What a wonderful surprise! Your new project looks intriguing and inspiring. I’m excited at the prospect of following you as you most certainly will teach and nourish.
Coming from an italian grandmother, cooking and feeding my family and friends has always been my passion. Gardening also falls into that category. Good luck!
Just lovely! The stories, the pictures, the thoughts provoked! Thrilled to have you sharing with us!
Thanks, Priscilla, Laura and Sophie–
So great to see an old college friend, a local friend and a former student find their way here and be so supportive! Food stories, food memories do bring us together-now let’s see what I can do combining them with cooking-to-explore-a-whole-new-local.
~bg
Another exciting and inspiring project to feed both body and soul. Follow your heart and passion. Sharing a quote I particularly enjoy:
«What does cookery mean? It means the knowledge of Medea and of Circe, and of Calypso, and Sheba. It means knowledge of herbs, and fruits, and balms and spices.. It means the economy of your great-grandmother and the science of modern chemistry, and French art, and Arabian hospitality. It means, in fine, that you are to see imperatively that everyone has something nice to eat.” John Ruskin (1819-1900)

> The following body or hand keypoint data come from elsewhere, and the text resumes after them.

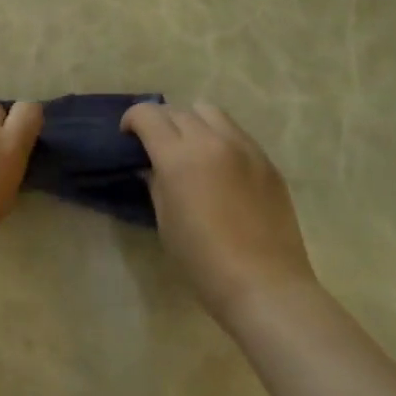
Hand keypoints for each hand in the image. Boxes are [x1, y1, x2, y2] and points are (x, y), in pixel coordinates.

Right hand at [122, 102, 317, 322]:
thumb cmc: (203, 261)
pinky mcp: (267, 161)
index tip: (128, 135)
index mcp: (179, 157)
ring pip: (210, 112)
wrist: (264, 284)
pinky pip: (236, 133)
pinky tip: (219, 164)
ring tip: (190, 147)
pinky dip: (219, 136)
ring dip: (192, 121)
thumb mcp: (165, 221)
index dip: (132, 119)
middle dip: (161, 122)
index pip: (148, 115)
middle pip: (178, 111)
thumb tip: (152, 167)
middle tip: (157, 146)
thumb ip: (156, 183)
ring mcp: (244, 148)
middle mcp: (211, 141)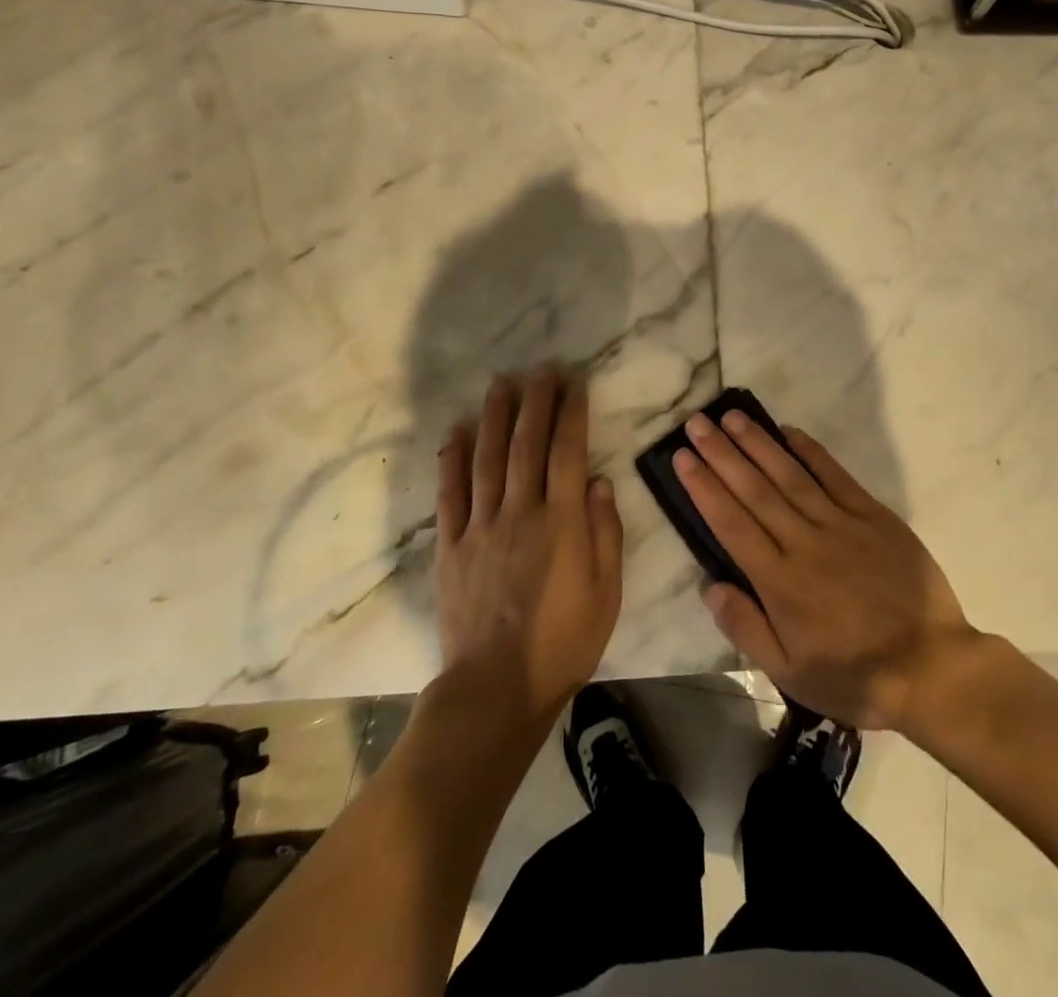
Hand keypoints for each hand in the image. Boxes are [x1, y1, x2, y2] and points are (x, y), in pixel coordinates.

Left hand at [434, 367, 623, 726]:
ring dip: (494, 416)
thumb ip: (605, 533)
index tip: (574, 383)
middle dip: (535, 402)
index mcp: (562, 522)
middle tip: (540, 370)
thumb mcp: (607, 593)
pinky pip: (450, 493)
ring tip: (501, 384)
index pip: (568, 452)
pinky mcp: (451, 545)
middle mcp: (521, 512)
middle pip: (526, 444)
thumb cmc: (564, 642)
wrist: (498, 687)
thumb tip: (600, 481)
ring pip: (487, 458)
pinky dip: (451, 458)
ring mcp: (481, 526)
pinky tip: (455, 431)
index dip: (572, 413)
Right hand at [675, 411, 975, 733]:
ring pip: (790, 475)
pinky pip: (837, 477)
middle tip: (696, 422)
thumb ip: (746, 628)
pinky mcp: (874, 517)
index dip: (704, 487)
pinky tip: (790, 431)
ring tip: (731, 416)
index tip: (682, 457)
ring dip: (758, 443)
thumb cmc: (854, 676)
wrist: (932, 669)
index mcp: (779, 581)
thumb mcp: (790, 673)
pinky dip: (812, 452)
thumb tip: (709, 585)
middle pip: (755, 490)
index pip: (731, 523)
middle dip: (722, 454)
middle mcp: (804, 543)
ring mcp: (841, 525)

I’ve come here because of a reference made by another blogger to your idea of meditative blogging (http://rippleeffects.wordpress.com/2008/11/22/slow-blogging-and-the-long-take/) and I’m about to read your post on that topic. Your connection to Middlebury was intriguing, too (Heidi Grasswick is my cousin).
I’m here to read and learn, and won’t always have much to say, but am glad to have found you!
Deborah, I’m pleased you’ve found your way here. My old blog, bgblogging.com, is where I mused on slowblogging topics for several years. Once I left higher ed, I started thinking about taking action on many of those topics. Here I take on gardening and cooking as ways of thinking about our place on this planet and committing to healing what parts of it we can.